» Your objective
Look below. Copy each line that has "then" in it.

» Exercise data
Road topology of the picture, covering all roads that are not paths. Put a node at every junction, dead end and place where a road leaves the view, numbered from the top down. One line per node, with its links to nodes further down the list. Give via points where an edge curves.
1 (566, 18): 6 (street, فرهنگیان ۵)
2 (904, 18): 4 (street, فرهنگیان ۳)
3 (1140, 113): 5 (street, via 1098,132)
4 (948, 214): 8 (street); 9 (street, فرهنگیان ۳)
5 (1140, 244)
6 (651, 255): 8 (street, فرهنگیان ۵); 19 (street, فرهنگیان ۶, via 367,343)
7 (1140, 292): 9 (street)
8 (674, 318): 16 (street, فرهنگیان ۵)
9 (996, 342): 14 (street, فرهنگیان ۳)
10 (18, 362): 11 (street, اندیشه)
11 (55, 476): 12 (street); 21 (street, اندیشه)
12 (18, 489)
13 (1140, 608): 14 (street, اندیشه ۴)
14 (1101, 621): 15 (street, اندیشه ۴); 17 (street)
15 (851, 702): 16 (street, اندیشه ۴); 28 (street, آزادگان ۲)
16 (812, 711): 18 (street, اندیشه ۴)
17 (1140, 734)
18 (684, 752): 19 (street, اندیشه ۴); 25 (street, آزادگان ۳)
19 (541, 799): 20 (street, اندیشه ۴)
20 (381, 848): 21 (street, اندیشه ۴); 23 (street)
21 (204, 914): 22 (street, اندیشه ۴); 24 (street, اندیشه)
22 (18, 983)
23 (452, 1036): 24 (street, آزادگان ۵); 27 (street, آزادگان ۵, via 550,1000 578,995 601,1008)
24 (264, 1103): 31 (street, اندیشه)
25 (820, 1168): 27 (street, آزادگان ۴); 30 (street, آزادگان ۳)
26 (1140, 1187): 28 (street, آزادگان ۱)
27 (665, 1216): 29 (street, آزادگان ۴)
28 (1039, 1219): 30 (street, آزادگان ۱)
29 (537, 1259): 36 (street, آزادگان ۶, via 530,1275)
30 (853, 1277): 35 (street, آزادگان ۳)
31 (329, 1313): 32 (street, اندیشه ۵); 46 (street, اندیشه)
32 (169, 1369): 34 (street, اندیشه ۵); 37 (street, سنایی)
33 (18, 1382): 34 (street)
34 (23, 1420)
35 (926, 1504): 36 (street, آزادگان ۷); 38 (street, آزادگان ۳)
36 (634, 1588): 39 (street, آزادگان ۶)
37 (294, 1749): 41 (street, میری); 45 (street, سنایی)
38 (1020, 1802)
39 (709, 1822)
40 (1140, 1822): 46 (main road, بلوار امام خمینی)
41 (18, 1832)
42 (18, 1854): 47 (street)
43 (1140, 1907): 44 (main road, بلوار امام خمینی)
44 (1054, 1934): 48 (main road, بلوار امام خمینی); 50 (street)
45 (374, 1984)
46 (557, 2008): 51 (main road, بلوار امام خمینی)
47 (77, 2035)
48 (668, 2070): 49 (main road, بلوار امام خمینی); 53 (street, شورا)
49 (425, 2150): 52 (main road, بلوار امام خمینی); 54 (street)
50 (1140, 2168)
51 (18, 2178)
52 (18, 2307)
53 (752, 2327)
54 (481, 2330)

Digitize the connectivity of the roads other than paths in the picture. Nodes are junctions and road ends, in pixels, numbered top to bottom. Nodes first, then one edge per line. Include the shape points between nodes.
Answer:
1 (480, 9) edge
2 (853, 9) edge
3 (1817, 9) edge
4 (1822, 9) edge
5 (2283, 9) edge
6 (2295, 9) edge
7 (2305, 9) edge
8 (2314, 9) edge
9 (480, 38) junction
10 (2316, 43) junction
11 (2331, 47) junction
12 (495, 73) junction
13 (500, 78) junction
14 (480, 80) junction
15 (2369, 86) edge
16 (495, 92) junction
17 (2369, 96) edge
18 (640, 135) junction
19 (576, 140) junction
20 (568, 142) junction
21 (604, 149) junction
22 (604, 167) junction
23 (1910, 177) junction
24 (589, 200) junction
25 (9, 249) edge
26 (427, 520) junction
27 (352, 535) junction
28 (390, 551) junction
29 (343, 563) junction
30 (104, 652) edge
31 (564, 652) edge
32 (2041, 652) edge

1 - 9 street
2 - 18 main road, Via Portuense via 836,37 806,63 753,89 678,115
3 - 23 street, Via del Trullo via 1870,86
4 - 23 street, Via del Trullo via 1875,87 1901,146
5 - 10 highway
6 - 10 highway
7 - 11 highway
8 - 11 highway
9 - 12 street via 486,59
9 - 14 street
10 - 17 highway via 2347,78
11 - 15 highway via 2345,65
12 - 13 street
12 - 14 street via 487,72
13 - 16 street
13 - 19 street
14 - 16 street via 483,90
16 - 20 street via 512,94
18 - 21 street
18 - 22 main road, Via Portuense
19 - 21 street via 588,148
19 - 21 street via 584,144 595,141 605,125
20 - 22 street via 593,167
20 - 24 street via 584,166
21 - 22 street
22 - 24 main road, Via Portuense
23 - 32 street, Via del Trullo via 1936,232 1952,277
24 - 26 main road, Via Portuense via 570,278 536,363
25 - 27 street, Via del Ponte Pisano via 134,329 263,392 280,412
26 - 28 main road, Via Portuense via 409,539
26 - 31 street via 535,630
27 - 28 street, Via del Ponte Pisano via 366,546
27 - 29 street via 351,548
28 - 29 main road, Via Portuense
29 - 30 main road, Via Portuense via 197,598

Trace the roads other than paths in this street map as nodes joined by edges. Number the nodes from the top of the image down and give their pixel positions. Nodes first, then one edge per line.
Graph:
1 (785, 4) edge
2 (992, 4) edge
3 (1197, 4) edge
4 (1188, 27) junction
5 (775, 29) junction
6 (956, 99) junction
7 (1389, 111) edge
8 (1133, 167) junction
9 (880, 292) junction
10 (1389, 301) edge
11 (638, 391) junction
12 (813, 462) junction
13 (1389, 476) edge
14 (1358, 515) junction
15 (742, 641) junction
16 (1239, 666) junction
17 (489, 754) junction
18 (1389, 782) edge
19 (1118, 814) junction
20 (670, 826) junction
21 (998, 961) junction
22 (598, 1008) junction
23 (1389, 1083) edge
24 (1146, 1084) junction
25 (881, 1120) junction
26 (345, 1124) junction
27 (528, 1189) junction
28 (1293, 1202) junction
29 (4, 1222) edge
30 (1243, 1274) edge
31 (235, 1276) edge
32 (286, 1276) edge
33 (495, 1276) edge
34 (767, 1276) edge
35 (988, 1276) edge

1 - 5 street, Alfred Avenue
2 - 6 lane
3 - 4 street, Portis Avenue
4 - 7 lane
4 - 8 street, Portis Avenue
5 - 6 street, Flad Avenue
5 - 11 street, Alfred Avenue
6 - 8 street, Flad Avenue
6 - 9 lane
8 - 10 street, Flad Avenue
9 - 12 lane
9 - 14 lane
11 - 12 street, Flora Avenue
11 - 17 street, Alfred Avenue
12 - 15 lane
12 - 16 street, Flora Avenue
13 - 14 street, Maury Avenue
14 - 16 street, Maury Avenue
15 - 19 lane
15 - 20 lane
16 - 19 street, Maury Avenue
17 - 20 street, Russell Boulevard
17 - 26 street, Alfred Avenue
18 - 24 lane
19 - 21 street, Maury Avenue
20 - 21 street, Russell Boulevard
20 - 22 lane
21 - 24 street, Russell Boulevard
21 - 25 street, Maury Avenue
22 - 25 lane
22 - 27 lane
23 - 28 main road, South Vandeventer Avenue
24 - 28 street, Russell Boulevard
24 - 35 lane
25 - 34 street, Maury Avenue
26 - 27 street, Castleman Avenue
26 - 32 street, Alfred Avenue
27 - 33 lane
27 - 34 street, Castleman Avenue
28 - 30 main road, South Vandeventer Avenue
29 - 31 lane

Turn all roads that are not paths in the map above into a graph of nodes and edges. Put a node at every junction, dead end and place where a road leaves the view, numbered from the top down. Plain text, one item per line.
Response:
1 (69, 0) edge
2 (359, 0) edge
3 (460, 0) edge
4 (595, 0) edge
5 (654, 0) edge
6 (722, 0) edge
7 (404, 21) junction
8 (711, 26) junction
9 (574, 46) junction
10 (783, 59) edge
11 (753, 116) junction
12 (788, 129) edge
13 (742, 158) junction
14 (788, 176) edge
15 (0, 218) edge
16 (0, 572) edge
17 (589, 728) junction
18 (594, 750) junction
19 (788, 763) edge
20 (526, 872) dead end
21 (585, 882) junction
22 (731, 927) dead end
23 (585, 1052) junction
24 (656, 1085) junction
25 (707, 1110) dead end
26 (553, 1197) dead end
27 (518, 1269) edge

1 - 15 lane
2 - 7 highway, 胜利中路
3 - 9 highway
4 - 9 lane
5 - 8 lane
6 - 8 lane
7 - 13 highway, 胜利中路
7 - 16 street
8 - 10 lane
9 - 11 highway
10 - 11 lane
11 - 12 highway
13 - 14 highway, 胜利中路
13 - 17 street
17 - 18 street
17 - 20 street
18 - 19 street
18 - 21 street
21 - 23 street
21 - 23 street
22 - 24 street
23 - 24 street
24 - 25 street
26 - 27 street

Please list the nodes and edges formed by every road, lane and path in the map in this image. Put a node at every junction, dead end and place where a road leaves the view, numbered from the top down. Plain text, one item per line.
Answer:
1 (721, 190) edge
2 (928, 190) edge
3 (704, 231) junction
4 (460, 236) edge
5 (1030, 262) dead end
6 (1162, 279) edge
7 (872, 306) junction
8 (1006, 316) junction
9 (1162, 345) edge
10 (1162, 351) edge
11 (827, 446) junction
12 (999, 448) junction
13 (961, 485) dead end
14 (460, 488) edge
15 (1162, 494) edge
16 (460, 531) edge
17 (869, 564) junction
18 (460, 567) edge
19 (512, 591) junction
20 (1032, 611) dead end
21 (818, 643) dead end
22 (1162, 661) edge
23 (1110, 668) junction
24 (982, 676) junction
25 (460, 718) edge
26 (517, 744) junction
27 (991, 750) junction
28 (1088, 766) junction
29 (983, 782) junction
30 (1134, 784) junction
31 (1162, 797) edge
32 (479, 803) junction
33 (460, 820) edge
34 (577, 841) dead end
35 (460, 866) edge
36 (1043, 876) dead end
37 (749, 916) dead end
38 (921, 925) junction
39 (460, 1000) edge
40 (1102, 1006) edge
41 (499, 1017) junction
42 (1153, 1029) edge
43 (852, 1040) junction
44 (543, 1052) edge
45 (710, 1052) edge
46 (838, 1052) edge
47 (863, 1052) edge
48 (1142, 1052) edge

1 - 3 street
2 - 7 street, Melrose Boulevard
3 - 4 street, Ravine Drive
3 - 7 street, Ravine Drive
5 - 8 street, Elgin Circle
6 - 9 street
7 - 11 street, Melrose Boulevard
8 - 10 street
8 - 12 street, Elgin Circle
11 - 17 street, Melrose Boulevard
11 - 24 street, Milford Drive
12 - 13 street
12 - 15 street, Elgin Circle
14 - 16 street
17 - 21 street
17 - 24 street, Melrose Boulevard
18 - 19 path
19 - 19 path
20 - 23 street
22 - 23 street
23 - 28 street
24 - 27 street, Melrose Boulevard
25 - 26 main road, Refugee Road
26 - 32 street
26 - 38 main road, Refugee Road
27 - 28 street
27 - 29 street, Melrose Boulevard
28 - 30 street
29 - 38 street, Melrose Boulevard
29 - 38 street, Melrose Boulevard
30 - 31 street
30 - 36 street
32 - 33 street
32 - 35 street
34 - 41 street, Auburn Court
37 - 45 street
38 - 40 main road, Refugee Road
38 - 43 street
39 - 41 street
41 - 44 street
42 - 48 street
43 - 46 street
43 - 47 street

» Answer box
Digitize the connectivity of the roads other than paths in the picture. Nodes are junctions and road ends, in pixels, numbered top to bottom. Nodes first, then one edge per line. Include the shape points between nodes.
Trace the roads other than paths in this street map as nodes joined by edges. Number the nodes from the top of the image down and give their pixel positions. Nodes first, then one edge per line.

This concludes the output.